Personne ne s'est dévoué, alors ils ont tiré au sort. C'est très ironique quand on y pense. Et c'est tombé entre autres, sur moi bien sur.
Il n'y a pas de magie chez moi. Mes parents sont moldus. Nous sommes loin d'avoir les préoccupations des sorciers. Chez nous, ça fait longtemps que la guerre n'est plus un sujet d'actualité. Bien sur, il y a les attentats, mais c'est pas pareil. Quelque part, entre chaque épisode, la vie est normale.
J'ai vu des films et lu des livres sur le sujet, mais je n'avais jamais fait attention à cette personne. Celle dont j'assume le rôle aujourd'hui. Cette personne anonyme avec le rôle le plus important du monde. Cette personne à qui on donne un pouvoir immense. Celle qui détruit avec des mots, qui réduit l'espoir à néant.
DING ! DONG !
Plus personne ne sonne aujourd'hui.
La famille et les amis qui viennent nous voir s'annoncent et précisent à quelle heure ils arrivent, comme ça, pas de surprise.
Il n'y a que moi. Et les mangemorts, quand ils veulent faire semblant d'être des gens polis.
Alors, je sais que personne ne veut ouvrir dans la maison.
Parce que moi ou eux, ils ont peur.
Pourtant, il y a du monde.
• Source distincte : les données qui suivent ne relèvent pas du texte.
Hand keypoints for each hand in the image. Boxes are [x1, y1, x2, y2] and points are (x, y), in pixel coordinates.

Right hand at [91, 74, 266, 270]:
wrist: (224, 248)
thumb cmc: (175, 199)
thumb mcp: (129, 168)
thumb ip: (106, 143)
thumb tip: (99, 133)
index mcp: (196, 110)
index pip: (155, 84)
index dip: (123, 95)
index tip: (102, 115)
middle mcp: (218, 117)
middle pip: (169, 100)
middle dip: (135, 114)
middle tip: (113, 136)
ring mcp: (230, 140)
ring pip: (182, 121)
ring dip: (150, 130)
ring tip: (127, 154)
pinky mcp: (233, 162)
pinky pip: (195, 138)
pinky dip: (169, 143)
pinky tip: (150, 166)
Je ressent les vibrations particulières des protections autour de la maison. Je ne sonne jamais deux fois. C'est agressif, en plus d'être inutile. Les gens savent qui je suis, ce que je viens leur annoncer. C'est juste que ne pas ouvrir préserve encore leurs croyances. Si ils ferment les yeux, ils peuvent croire que c'est un cauchemars.
TOC !TOC !
Je frappe sur la porte, fermement. C'est une belle maison, avec une porte en bois. Il va falloir qu'on m'ouvre. Je ne pars jamais sans avoir vu ceux que je viens voir. Je m'obstine. Je n'ai pas vraiment le choix.
Au début, les gens ne se méfiaient pas. Ni mes amis. Personne. Et puis au fur et à mesure, ils ont semblé prendre conscience de ce que je représentais.
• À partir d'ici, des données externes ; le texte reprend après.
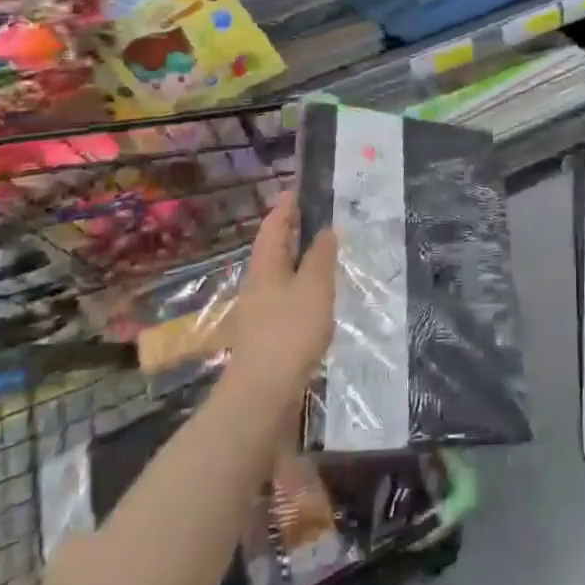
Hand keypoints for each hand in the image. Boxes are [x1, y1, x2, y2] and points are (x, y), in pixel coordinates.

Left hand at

Ils avaient un mouvement de recul lorsque je venais. J'ai mis du temps à comprendre pourquoi ils devenaient pâle lorsque j'arrivais. Alors que je n'étais pas en service.
J'ai créé un insigne. Une sorte de petit badge sans importance, bleu. C'est comme un rappel des temps heureux, même si ça ne parle qu'à moi.
Lorsque je ne le porte pas, ils peuvent être normaux avec moi. Même si moi je ne le suis plus. Il faut juste que je fasse comme si de rien n'était le temps pour eux de jeter un coup d'œil. J'ai tellement peur de devoir un jour venir avec cet insigne, m'adresser à ceux que j'aime.
Peu à peu je me détache, mais je prends bien soin de ne pas leur montrer, pour ne pas qu'ils se fassent de soucis.
La porte s'ouvre. C'est un cliché cette scène, comme à chaque fois. C'est toujours des gens normaux, comme dans un film américain. Une comédie évidemment. En général, une femme et des enfants. Plus rarement un homme, et quand c'est le cas, c'est encore plus dur.
C'est une petite fille blonde avec des couettes, elle tient encore la poignée.
Derrière elle, une femme. Elle a les deux mains sur la bouche, et elle hurle. Elle hurle sans faire un seul bruit, mais je l'entends. Et la petite fille nous regarde, tour à tour.
Elle attend que l'une de nous dise quelque chose. Alors elle finit par demander.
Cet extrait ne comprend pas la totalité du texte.